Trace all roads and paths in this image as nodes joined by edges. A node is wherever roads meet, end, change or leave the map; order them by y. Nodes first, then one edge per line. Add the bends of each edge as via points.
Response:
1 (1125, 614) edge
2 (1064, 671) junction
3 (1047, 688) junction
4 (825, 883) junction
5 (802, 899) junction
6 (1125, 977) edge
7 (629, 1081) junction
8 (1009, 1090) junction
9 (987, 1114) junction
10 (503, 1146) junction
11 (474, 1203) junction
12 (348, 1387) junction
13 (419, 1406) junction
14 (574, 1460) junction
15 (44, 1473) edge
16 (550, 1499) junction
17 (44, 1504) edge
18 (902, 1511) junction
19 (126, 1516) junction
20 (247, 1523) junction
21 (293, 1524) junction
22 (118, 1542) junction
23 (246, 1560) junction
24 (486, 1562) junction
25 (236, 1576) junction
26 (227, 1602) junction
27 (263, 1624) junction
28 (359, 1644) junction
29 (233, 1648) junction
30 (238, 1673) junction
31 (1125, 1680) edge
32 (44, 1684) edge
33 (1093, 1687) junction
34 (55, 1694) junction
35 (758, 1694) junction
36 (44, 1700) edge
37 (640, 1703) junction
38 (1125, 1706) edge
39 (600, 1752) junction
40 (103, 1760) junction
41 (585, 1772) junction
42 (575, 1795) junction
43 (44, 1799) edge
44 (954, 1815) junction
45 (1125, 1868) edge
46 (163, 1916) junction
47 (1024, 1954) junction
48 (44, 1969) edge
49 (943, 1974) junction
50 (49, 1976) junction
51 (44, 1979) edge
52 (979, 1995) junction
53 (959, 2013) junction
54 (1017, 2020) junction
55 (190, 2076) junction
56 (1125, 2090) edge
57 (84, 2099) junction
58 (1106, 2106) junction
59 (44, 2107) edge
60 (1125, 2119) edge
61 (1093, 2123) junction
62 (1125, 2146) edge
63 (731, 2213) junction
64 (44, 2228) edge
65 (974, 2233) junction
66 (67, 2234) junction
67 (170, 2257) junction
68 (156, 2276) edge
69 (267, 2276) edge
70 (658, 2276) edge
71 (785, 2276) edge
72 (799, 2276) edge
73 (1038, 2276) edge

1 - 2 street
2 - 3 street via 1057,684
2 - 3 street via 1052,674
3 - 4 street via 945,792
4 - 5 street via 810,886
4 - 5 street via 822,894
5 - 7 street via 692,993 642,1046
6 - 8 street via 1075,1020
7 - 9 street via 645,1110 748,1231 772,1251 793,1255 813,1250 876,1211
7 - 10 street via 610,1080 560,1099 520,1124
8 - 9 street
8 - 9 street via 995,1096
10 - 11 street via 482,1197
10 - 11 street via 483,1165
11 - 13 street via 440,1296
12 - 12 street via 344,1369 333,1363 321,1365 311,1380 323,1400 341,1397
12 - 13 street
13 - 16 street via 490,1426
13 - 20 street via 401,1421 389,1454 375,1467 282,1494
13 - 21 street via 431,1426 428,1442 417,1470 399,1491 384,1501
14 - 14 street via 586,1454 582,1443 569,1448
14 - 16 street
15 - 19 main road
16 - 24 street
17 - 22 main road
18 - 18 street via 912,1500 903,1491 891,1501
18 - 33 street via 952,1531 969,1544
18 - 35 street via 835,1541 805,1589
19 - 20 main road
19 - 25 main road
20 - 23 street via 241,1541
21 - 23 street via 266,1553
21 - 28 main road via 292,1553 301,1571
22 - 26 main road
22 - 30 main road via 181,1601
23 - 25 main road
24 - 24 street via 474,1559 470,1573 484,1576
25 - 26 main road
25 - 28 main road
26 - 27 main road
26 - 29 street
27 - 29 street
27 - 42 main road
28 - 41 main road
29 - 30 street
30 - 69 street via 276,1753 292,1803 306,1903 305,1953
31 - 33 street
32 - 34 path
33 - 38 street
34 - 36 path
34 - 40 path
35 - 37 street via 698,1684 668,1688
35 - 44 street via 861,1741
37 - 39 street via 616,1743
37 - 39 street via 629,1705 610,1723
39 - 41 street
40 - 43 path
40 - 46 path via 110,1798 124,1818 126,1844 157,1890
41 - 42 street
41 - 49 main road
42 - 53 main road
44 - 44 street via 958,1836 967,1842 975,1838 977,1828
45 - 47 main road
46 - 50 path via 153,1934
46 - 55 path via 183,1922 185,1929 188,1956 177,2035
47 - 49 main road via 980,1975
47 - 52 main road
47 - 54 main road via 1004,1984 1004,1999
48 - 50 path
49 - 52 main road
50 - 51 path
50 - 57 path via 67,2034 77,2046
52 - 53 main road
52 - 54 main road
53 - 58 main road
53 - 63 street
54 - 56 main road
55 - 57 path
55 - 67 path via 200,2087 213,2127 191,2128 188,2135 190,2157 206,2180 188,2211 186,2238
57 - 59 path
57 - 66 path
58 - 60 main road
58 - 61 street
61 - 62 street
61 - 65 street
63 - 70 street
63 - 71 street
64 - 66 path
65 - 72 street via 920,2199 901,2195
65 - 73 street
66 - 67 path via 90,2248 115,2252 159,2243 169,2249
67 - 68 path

************

**How to complete this task**
Write the records above out again, exactly as they are.

**Task result**
Trace all roads and paths in this image as nodes joined by edges. A node is wherever roads meet, end, change or leave the map; order them by y. Nodes first, then one edge per line. Add the bends of each edge as via points.
Response:
1 (1125, 614) edge
2 (1064, 671) junction
3 (1047, 688) junction
4 (825, 883) junction
5 (802, 899) junction
6 (1125, 977) edge
7 (629, 1081) junction
8 (1009, 1090) junction
9 (987, 1114) junction
10 (503, 1146) junction
11 (474, 1203) junction
12 (348, 1387) junction
13 (419, 1406) junction
14 (574, 1460) junction
15 (44, 1473) edge
16 (550, 1499) junction
17 (44, 1504) edge
18 (902, 1511) junction
19 (126, 1516) junction
20 (247, 1523) junction
21 (293, 1524) junction
22 (118, 1542) junction
23 (246, 1560) junction
24 (486, 1562) junction
25 (236, 1576) junction
26 (227, 1602) junction
27 (263, 1624) junction
28 (359, 1644) junction
29 (233, 1648) junction
30 (238, 1673) junction
31 (1125, 1680) edge
32 (44, 1684) edge
33 (1093, 1687) junction
34 (55, 1694) junction
35 (758, 1694) junction
36 (44, 1700) edge
37 (640, 1703) junction
38 (1125, 1706) edge
39 (600, 1752) junction
40 (103, 1760) junction
41 (585, 1772) junction
42 (575, 1795) junction
43 (44, 1799) edge
44 (954, 1815) junction
45 (1125, 1868) edge
46 (163, 1916) junction
47 (1024, 1954) junction
48 (44, 1969) edge
49 (943, 1974) junction
50 (49, 1976) junction
51 (44, 1979) edge
52 (979, 1995) junction
53 (959, 2013) junction
54 (1017, 2020) junction
55 (190, 2076) junction
56 (1125, 2090) edge
57 (84, 2099) junction
58 (1106, 2106) junction
59 (44, 2107) edge
60 (1125, 2119) edge
61 (1093, 2123) junction
62 (1125, 2146) edge
63 (731, 2213) junction
64 (44, 2228) edge
65 (974, 2233) junction
66 (67, 2234) junction
67 (170, 2257) junction
68 (156, 2276) edge
69 (267, 2276) edge
70 (658, 2276) edge
71 (785, 2276) edge
72 (799, 2276) edge
73 (1038, 2276) edge

1 - 2 street
2 - 3 street via 1057,684
2 - 3 street via 1052,674
3 - 4 street via 945,792
4 - 5 street via 810,886
4 - 5 street via 822,894
5 - 7 street via 692,993 642,1046
6 - 8 street via 1075,1020
7 - 9 street via 645,1110 748,1231 772,1251 793,1255 813,1250 876,1211
7 - 10 street via 610,1080 560,1099 520,1124
8 - 9 street
8 - 9 street via 995,1096
10 - 11 street via 482,1197
10 - 11 street via 483,1165
11 - 13 street via 440,1296
12 - 12 street via 344,1369 333,1363 321,1365 311,1380 323,1400 341,1397
12 - 13 street
13 - 16 street via 490,1426
13 - 20 street via 401,1421 389,1454 375,1467 282,1494
13 - 21 street via 431,1426 428,1442 417,1470 399,1491 384,1501
14 - 14 street via 586,1454 582,1443 569,1448
14 - 16 street
15 - 19 main road
16 - 24 street
17 - 22 main road
18 - 18 street via 912,1500 903,1491 891,1501
18 - 33 street via 952,1531 969,1544
18 - 35 street via 835,1541 805,1589
19 - 20 main road
19 - 25 main road
20 - 23 street via 241,1541
21 - 23 street via 266,1553
21 - 28 main road via 292,1553 301,1571
22 - 26 main road
22 - 30 main road via 181,1601
23 - 25 main road
24 - 24 street via 474,1559 470,1573 484,1576
25 - 26 main road
25 - 28 main road
26 - 27 main road
26 - 29 street
27 - 29 street
27 - 42 main road
28 - 41 main road
29 - 30 street
30 - 69 street via 276,1753 292,1803 306,1903 305,1953
31 - 33 street
32 - 34 path
33 - 38 street
34 - 36 path
34 - 40 path
35 - 37 street via 698,1684 668,1688
35 - 44 street via 861,1741
37 - 39 street via 616,1743
37 - 39 street via 629,1705 610,1723
39 - 41 street
40 - 43 path
40 - 46 path via 110,1798 124,1818 126,1844 157,1890
41 - 42 street
41 - 49 main road
42 - 53 main road
44 - 44 street via 958,1836 967,1842 975,1838 977,1828
45 - 47 main road
46 - 50 path via 153,1934
46 - 55 path via 183,1922 185,1929 188,1956 177,2035
47 - 49 main road via 980,1975
47 - 52 main road
47 - 54 main road via 1004,1984 1004,1999
48 - 50 path
49 - 52 main road
50 - 51 path
50 - 57 path via 67,2034 77,2046
52 - 53 main road
52 - 54 main road
53 - 58 main road
53 - 63 street
54 - 56 main road
55 - 57 path
55 - 67 path via 200,2087 213,2127 191,2128 188,2135 190,2157 206,2180 188,2211 186,2238
57 - 59 path
57 - 66 path
58 - 60 main road
58 - 61 street
61 - 62 street
61 - 65 street
63 - 70 street
63 - 71 street
64 - 66 path
65 - 72 street via 920,2199 901,2195
65 - 73 street
66 - 67 path via 90,2248 115,2252 159,2243 169,2249
67 - 68 path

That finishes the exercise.